Dell asked which car he was to remove the parts from, and the man told him to take his pick.  There must have been at least twenty-five junk automobiles there.  After looking over four or five Dell selected one, and asked the fellow how he was supposed to get at the front wheels and axle.  The man let out a holler and four or five more men came out of a really ramshackle building.  It hardly classified as a home, but they all lived in it.  They lined up on one side of the car, and turned it up on its side with manpower.  Using acetylene torches from the trunk of the car, Dell cut out what he wanted.  The men then helped load the parts into the trunk of the car.

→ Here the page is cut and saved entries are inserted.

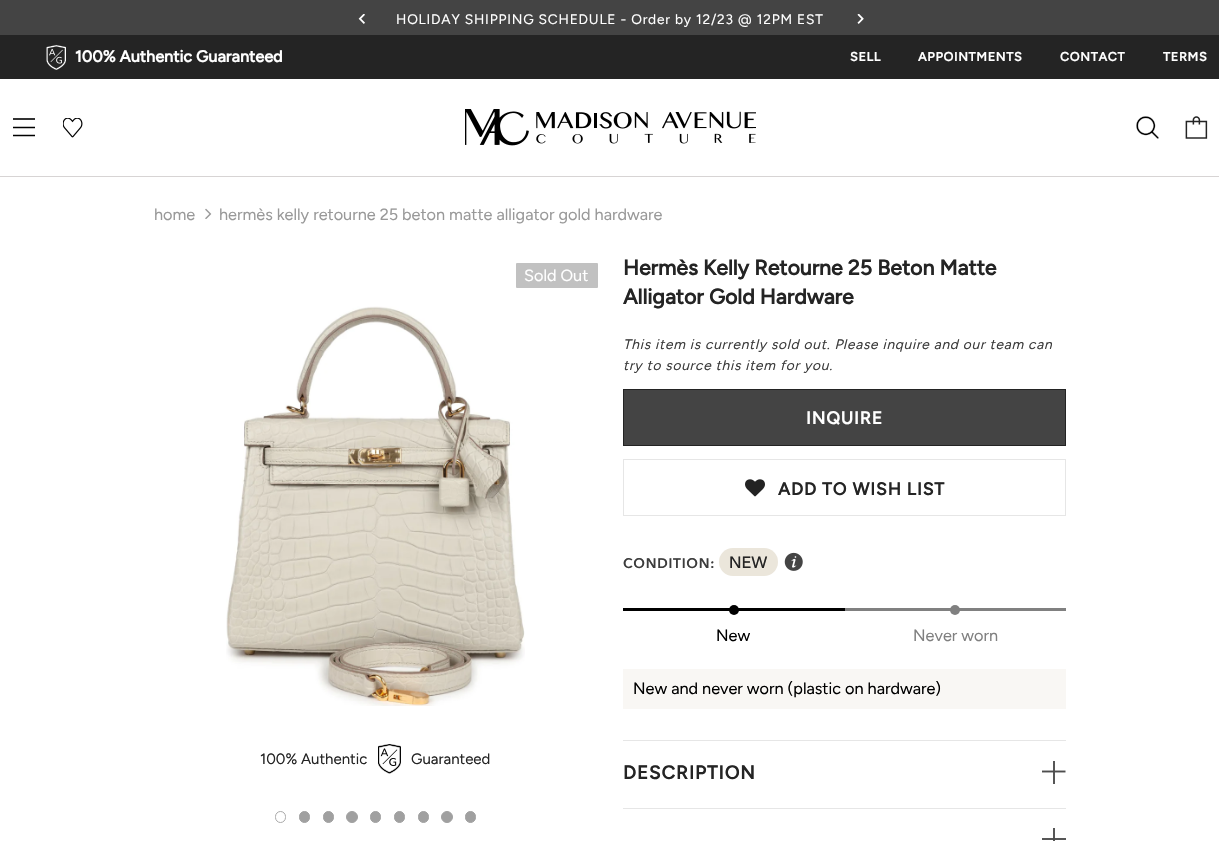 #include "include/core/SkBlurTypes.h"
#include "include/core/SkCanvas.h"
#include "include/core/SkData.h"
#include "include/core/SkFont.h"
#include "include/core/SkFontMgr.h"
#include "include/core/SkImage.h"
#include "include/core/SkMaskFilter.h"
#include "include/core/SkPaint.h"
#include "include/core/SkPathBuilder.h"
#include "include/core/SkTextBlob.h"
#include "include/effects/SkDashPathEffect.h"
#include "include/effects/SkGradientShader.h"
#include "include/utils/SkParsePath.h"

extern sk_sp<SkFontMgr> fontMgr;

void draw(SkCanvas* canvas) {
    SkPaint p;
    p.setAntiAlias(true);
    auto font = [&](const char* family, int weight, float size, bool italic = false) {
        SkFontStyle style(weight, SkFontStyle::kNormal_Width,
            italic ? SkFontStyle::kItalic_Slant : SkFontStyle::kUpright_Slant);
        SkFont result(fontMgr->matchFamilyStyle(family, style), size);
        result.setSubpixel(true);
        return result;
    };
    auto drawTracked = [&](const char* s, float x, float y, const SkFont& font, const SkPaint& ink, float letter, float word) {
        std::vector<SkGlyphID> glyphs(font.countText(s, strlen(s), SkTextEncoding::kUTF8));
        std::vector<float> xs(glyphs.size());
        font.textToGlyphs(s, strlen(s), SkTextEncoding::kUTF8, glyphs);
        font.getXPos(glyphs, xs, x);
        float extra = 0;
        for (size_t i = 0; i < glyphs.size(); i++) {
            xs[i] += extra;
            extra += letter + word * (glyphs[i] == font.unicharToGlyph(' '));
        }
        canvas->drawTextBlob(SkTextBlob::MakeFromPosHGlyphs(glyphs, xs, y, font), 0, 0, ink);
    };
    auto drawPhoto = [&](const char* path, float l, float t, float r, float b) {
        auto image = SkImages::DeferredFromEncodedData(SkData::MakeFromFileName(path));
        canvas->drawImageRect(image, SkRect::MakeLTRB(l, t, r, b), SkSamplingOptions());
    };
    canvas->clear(0xFFFFFFFF);
    p.setColor(0xFF565656);
    canvas->drawRect(SkRect::MakeLTRB(1053, 828, 1055, 841), p);
    p.setColor(0xFF444444);
    canvas->drawRect(SkRect::MakeLTRB(0, 0, 1219, 35), p);
    drawPhoto("media/1.png", 358, 14, 365, 24);
    auto font1 = font("Figtree", 400, 13.75f);
    p.setColor(0xFFFFFFFF);
    drawTracked("HOLIDAY SHIPPING SCHEDULE - Order by 12/23 @ 12PM EST", 396, 24, font1, p, 0.8f, 0);
    drawPhoto("media/2.png", 857, 14, 864, 24);
    p.setColor(0xFF242424);
    canvas->drawRect(SkRect::MakeLTRB(0, 35, 1219, 79), p);
    drawPhoto("media/3.png", 46, 45, 66, 70);
    auto font2 = font("Figtree", 700, 16.25f);
    p.setColor(0xFFFFFFFF);
    canvas->drawString("100% Authentic Guaranteed", 75, 62, font2, p);
    auto font3 = font("Figtree", 700, 12.5f);
    {
        const struct { const char* s; float x, y; } items[] = {
            {"SELL", 850, 61},
            {"APPOINTMENTS", 918, 61},
            {"CONTACT", 1060, 61},
            {"TERMS", 1163, 61},
        };
        for (auto [s, x, y] : items) {
            drawTracked(s, x, y, font3, p, 0.75f, 0);
        }
    }
    p.setColor(0xFF333333);
    canvas->drawRect(SkRect::MakeLTRB(13, 118, 35, 120), p);
    canvas->save();
    canvas->clipRect(SkRect::MakeLTRB(13, 115, 35, 140));
    p.setStyle(SkPaint::kStroke_Style);
    p.setStrokeWidth(1.6f);
    p.setColor(0xFF000000);
    canvas->drawPath(SkPathBuilder().moveTo(12.5f, 127.5f).lineTo(35, 127.5f).moveTo(12.5f, 135.5f).lineTo(35, 135.5f).detach(), p);
    canvas->restore();
    drawPhoto("media/4.png", 63, 118, 83, 138);
    drawPhoto("media/5.png", 465, 109, 756, 146);
    drawPhoto("media/6.png", 1136, 116, 1159, 139);
    drawPhoto("media/7.png", 1185, 116, 1208, 139);
    p.setStyle(SkPaint::kFill_Style);
    p.setColor(0xFFD7D4D4);
    canvas->drawRect(SkRect::MakeLTRB(0, 176, 1219, 177), p);
    auto font4 = font("Figtree", 400, 16.25f);
    p.setColor(0xFF999999);
    canvas->drawString("home", 154, 220, font4, p);
    drawPhoto("media/8.png", 205, 208, 212, 219);
    canvas->drawString("hermès kelly retourne 25 beton matte alligator gold hardware", 219, 220, font4, p);
    p.setColor(0xFFC1C1C1);
    canvas->drawRoundRect(SkRect::MakeLTRB(516, 263, 598, 288), 1, 1, p);
    p.setColor(0xFFFFFFFF);
    canvas->drawString("Sold Out", 524, 281, font4, p);
    drawPhoto("media/9.png", 226, 306, 525, 706);
    auto font5 = font("Figtree", 400, 15);
    p.setColor(0xFF242424);
    canvas->drawString("100% Authentic", 260, 764, font5, p);
    drawPhoto("media/10.png", 378, 744, 401, 774);
    canvas->drawString("Guaranteed", 411, 764, font5, p);
    p.setStyle(SkPaint::kStroke_Style);
    p.setStrokeWidth(1);
    p.setColor(0xFFA9A9A9);
    canvas->drawRoundRect(SkRect::MakeLTRB(275.5f, 811.5f, 285.5f, 822.5f), 5, 5, p);
    p.setStyle(SkPaint::kFill_Style);
    p.setColor(0xFFA0A0A0);
    canvas->drawRoundRect(SkRect::MakeLTRB(299.5f, 811.5f, 309.5f, 822.5f), 5, 5, p);
    p.setStyle(SkPaint::kStroke_Style);
    canvas->drawRoundRect(SkRect::MakeLTRB(299.5f, 811.5f, 309.5f, 822.5f), 5, 5, p);
    p.setStyle(SkPaint::kFill_Style);
    canvas->drawRoundRect(SkRect::MakeLTRB(323.5f, 811.5f, 333.5f, 822.5f), 5, 5, p);
    p.setStyle(SkPaint::kStroke_Style);
    canvas->drawRoundRect(SkRect::MakeLTRB(323.5f, 811.5f, 333.5f, 822.5f), 5, 5, p);
    p.setStyle(SkPaint::kFill_Style);
    canvas->drawCircle(352, 817, 5.5f, p);
    p.setStyle(SkPaint::kStroke_Style);
    canvas->drawCircle(352, 817, 5.5f, p);
    p.setStyle(SkPaint::kFill_Style);
    canvas->drawRoundRect(SkRect::MakeLTRB(370.5f, 811.5f, 380.5f, 822.5f), 5, 5, p);
    p.setStyle(SkPaint::kStroke_Style);
    canvas->drawRoundRect(SkRect::MakeLTRB(370.5f, 811.5f, 380.5f, 822.5f), 5, 5, p);
    p.setStyle(SkPaint::kFill_Style);
    canvas->drawRoundRect(SkRect::MakeLTRB(394.5f, 811.5f, 404.5f, 822.5f), 5, 5, p);
    p.setStyle(SkPaint::kStroke_Style);
    canvas->drawRoundRect(SkRect::MakeLTRB(394.5f, 811.5f, 404.5f, 822.5f), 5, 5, p);
    p.setStyle(SkPaint::kFill_Style);
    canvas->drawRoundRect(SkRect::MakeLTRB(418.5f, 811.5f, 428.5f, 822.5f), 5, 5, p);
    p.setStyle(SkPaint::kStroke_Style);
    canvas->drawRoundRect(SkRect::MakeLTRB(418.5f, 811.5f, 428.5f, 822.5f), 5, 5, p);
    p.setStyle(SkPaint::kFill_Style);
    canvas->drawCircle(447, 817, 5.5f, p);
    p.setStyle(SkPaint::kStroke_Style);
    canvas->drawCircle(447, 817, 5.5f, p);
    p.setStyle(SkPaint::kFill_Style);
    canvas->drawRoundRect(SkRect::MakeLTRB(465.5f, 811.5f, 475.5f, 822.5f), 5, 5, p);
    p.setStyle(SkPaint::kStroke_Style);
    canvas->drawRoundRect(SkRect::MakeLTRB(465.5f, 811.5f, 475.5f, 822.5f), 5, 5, p);
    auto font6 = font("Figtree", 700, 21.25f);
    p.setStyle(SkPaint::kFill_Style);
    p.setColor(0xFF242424);
    canvas->drawString("Hermès Kelly Retourne 25 Beton Matte", 623, 275, font6, p);
    canvas->drawString("Alligator Gold Hardware", 623, 304, font6, p);
    auto font7 = font("Figtree", 400, 13.75f, true);
    p.setColor(0xFF3C3C3C);
    drawTracked("This item is currently sold out. Please inquire and our team can", 623, 349, font7, p, 0.75f, 0);
    drawTracked("try to source this item for you.", 623, 370, font7, p, 0.75f, 0);
    p.setColor(0xFF444444);
    canvas->drawRect(SkRect::MakeLTRB(623.5f, 389.5f, 1065.5f, 445.5f), p);
    p.setStyle(SkPaint::kStroke_Style);
    p.setColor(0xFF232323);
    canvas->drawRect(SkRect::MakeLTRB(623.5f, 389.5f, 1065.5f, 445.5f), p);
    auto font8 = font("Figtree", 700, 17.5f);
    p.setStyle(SkPaint::kFill_Style);
    p.setColor(0xFFFFFFFF);
    drawTracked("INQUIRE", 806, 424, font8, p, 0.9f, 0);
    p.setStyle(SkPaint::kStroke_Style);
    p.setColor(0xFFE6E6E6);
    canvas->drawRect(SkRect::MakeLTRB(623.5f, 459.5f, 1065.5f, 515.5f), p);
    drawPhoto("media/11.png", 745, 479, 765, 497);
    p.setStyle(SkPaint::kFill_Style);
    p.setColor(0xFF242424);
    drawTracked("ADD TO WISH LIST", 778, 495, font8, p, 0.9f, 0);
    auto font9 = font("Avenir Next", 600, 13.75f);
    p.setColor(0xFF3C3C3C);
    drawTracked("CONDITION:", 623, 568, font9, p, 0.75f, 0);
    p.setColor(0xFFEBE6DB);
    canvas->drawRoundRect(SkRect::MakeLTRB(719, 548, 778, 576), 14, 14, p);
    auto font10 = font("Avenir Next", 500, 16.25f);
    p.setColor(0xFF242424);
    canvas->drawString("NEW", 729, 568, font10, p);
    drawPhoto("media/12.png", 784, 552, 803, 571);
    p.setColor(0xFF000000);
    canvas->drawRect(SkRect::MakeLTRB(623, 608, 845, 611), p);
    canvas->drawCircle(734, 610, 5, p);
    canvas->drawString("New", 716, 641, font4, p);
    p.setColor(0xFF808080);
    canvas->drawRect(SkRect::MakeLTRB(845, 608, 1066, 611), p);
    canvas->drawCircle(955, 610, 5, p);
    canvas->drawString("Never worn", 913, 641, font4, p);
    p.setColor(0xFFF9F7F4);
    canvas->drawRect(SkRect::MakeLTRB(623, 669, 1066, 709), p);
    p.setColor(0xFF000000);
    canvas->drawString("New and never worn (plastic on hardware)", 633, 694, font4, p);
    p.setColor(0xFFE6E6E6);
    canvas->drawRect(SkRect::MakeLTRB(623, 740, 1066, 741), p);
    auto font11 = font("Figtree", 700, 18.75f);
    p.setColor(0xFF242424);
    drawTracked("DESCRIPTION", 623, 779, font11, p, 1, 0);
    p.setStyle(SkPaint::kStroke_Style);
    p.setStrokeWidth(1.9f);
    p.setColor(0xFF4D4D4D);
    canvas->drawPath(SkPathBuilder().moveTo(1042, 771.5f).lineTo(1065.5f, 771.5f).detach(), p);
    p.setStyle(SkPaint::kFill_Style);
    {
        const struct { float l, t, r, b; SkColor color; } items[] = {
            {1053, 761, 1055, 784, 0xF24D4D4D},
            {623, 808, 1066, 809, 0xFFE6E6E6},
            {1042, 838, 1066, 840, 0xFF565656},
            {1053, 838, 1055, 840, 0xFF4D4D4D},
        };
        for (auto [l, t, r, b, color] : items) {
            p.setColor(color);
            canvas->drawRect(SkRect::MakeLTRB(l, t, r, b), p);
        }
    }
} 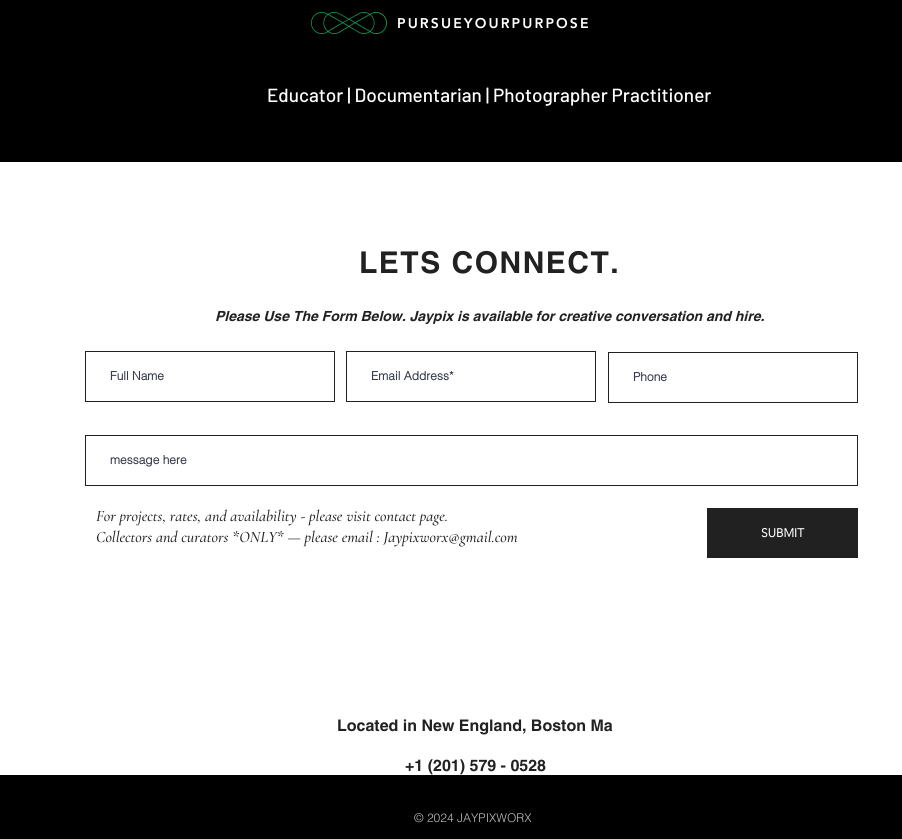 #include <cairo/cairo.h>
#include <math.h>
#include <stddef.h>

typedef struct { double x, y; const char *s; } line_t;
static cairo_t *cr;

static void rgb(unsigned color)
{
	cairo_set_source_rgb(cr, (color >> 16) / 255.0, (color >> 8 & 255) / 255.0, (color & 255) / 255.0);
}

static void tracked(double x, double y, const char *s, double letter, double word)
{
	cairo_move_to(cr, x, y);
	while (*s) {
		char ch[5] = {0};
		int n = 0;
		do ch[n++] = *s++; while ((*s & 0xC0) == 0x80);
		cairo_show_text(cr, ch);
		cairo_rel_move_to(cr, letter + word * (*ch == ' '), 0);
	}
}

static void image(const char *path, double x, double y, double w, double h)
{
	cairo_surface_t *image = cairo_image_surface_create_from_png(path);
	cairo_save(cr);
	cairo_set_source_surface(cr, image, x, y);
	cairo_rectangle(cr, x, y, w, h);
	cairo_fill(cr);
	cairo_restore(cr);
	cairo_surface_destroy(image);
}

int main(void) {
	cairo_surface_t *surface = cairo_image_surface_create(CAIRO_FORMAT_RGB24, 902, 839);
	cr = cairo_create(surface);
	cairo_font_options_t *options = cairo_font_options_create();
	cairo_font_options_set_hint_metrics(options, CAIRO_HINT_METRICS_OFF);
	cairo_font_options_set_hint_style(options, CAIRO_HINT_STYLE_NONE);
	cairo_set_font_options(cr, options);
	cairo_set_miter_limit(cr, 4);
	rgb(0xffffff);
	cairo_paint(cr);
	rgb(0x000000);
	cairo_rectangle(cr, 0, 0, 902, 162);
	cairo_fill(cr);
	image("img/1.png", 311, 12, 76, 22);
	cairo_rectangle(cr, 85.5, 351.5, 249, 50);
	rgb(0x212121);
	cairo_set_line_width(cr, 1);
	cairo_stroke(cr);
	cairo_rectangle(cr, 346.5, 351.5, 249, 50);
	cairo_stroke(cr);
	cairo_rectangle(cr, 608.5, 352.5, 249, 50);
	cairo_stroke(cr);
	cairo_rectangle(cr, 85.5, 435.5, 772, 50);
	cairo_stroke(cr);
	cairo_rectangle(cr, 707, 508, 151, 50);
	cairo_fill(cr);
	rgb(0x000000);
	cairo_rectangle(cr, 0, 775, 902, 64);
	cairo_fill(cr);
	cairo_select_font_face(cr, "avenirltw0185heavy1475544 Black", CAIRO_FONT_SLANT_NORMAL, CAIRO_FONT_WEIGHT_NORMAL);
	cairo_set_font_size(cr, 14);
	rgb(0xffffff);
	tracked(397, 28, "PURSUEYOURPURPOSE", 2.1, 0);
	cairo_select_font_face(cr, "Barlow Medium", CAIRO_FONT_SLANT_NORMAL, CAIRO_FONT_WEIGHT_NORMAL);
	cairo_set_font_size(cr, 19);
	cairo_move_to(cr, 267, 102);
	cairo_show_text(cr, "Educator | Documentarian | Photographer Practitioner");
	cairo_select_font_face(cr, "helvetica", CAIRO_FONT_SLANT_NORMAL, CAIRO_FONT_WEIGHT_BOLD);
	cairo_set_font_size(cr, 30);
	rgb(0x212121);
	tracked(359, 273, "LETS CONNECT.", 1.5, 0);
	cairo_select_font_face(cr, "helvetica", CAIRO_FONT_SLANT_ITALIC, CAIRO_FONT_WEIGHT_BOLD);
	cairo_set_font_size(cr, 14);
	cairo_move_to(cr, 215, 321);
	cairo_show_text(cr, "Please Use The Form Below. Jaypix is available for creative conversation and hire.");
	cairo_select_font_face(cr, "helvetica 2", CAIRO_FONT_SLANT_NORMAL, CAIRO_FONT_WEIGHT_BOLD);
	cairo_set_font_size(cr, 12);
	rgb(0x373b4d);
	{
		static const line_t items[] = {
			{110, 380, "Full Name"},
			{371, 380, "Email Address*"},
			{633, 381, "Phone"},
			{110, 464, "message here"},
		};
		for (size_t i = 0; i < sizeof items / sizeof *items; i++) {
			cairo_move_to(cr, items[i].x, items[i].y);
			cairo_show_text(cr, items[i].s);
		}
	}
	cairo_select_font_face(cr, "Cormorant Garamond Medium", CAIRO_FONT_SLANT_ITALIC, CAIRO_FONT_WEIGHT_NORMAL);
	cairo_set_font_size(cr, 16);
	rgb(0x212121);
	cairo_move_to(cr, 96, 521);
	cairo_show_text(cr, "For projects, rates, and availability - please visit contact page.");
	cairo_move_to(cr, 96, 542);
	cairo_show_text(cr, "Collectors and curators *ONLY* — please email : Jaypixworx@gmail.com");
	cairo_select_font_face(cr, "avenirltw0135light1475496", CAIRO_FONT_SLANT_NORMAL, CAIRO_FONT_WEIGHT_BOLD);
	cairo_set_font_size(cr, 12);
	rgb(0xffffff);
	cairo_move_to(cr, 761, 537);
	cairo_show_text(cr, "SUBMIT");
	cairo_select_font_face(cr, "helvetica", CAIRO_FONT_SLANT_NORMAL, CAIRO_FONT_WEIGHT_BOLD);
	cairo_set_font_size(cr, 16);
	rgb(0x212121);
	cairo_move_to(cr, 337, 731);
	cairo_show_text(cr, "Located in New England, Boston Ma");
	cairo_move_to(cr, 405, 771);
	cairo_show_text(cr, "+1 (201) 579 - 0528");
	cairo_select_font_face(cr, "helvetica Light", CAIRO_FONT_SLANT_NORMAL, CAIRO_FONT_WEIGHT_NORMAL);
	cairo_set_font_size(cr, 12);
	rgb(0xbfbfbf);
	cairo_move_to(cr, 414, 822);
	cairo_show_text(cr, "© 2024 JAYPIXWORX");
	cairo_surface_write_to_png(surface, "page.png");
	cairo_font_options_destroy(options);
	cairo_destroy(cr);
	cairo_surface_destroy(surface);
	return 0;
}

Dell then started to pay the fellow the agreed upon twenty dollars, but there began a great argument as to who owned the car in the first place.  These men began a real battle amongst themselves.  I mean to tell you people were getting hurt, all over a twenty dollar bill.  Then a slatternly colored lady came out of the dilapidated shack, and began screaming at all of them to stop.  One of them ran over to the shack, pried a porch roof pole loose, and struck her with it solid enough to knock her to the ground.
I had never left the rear seat of the car in all of this time.  Dell leaned back against the car to see who was going to win the battle and collect the money.  When the man knocked the woman down, I’d seen enough and stepped from the car with my shotgun.  This was way out of hand for this amount of money.  One of them hollered out, “He got a gun.”  Almost instantly Dell and I were alone with the groggy woman who was picking herself up from the ground, as the men all ran off into a nearby woods.
Dell gave her the money.  We refused to give her an immediate ride to a nearby liquor store, so she started walking in that direction, as we left the place.
I don’t remember that Dell ever did build that trailer, but at least he had the beginnings of one if he ever wanted to.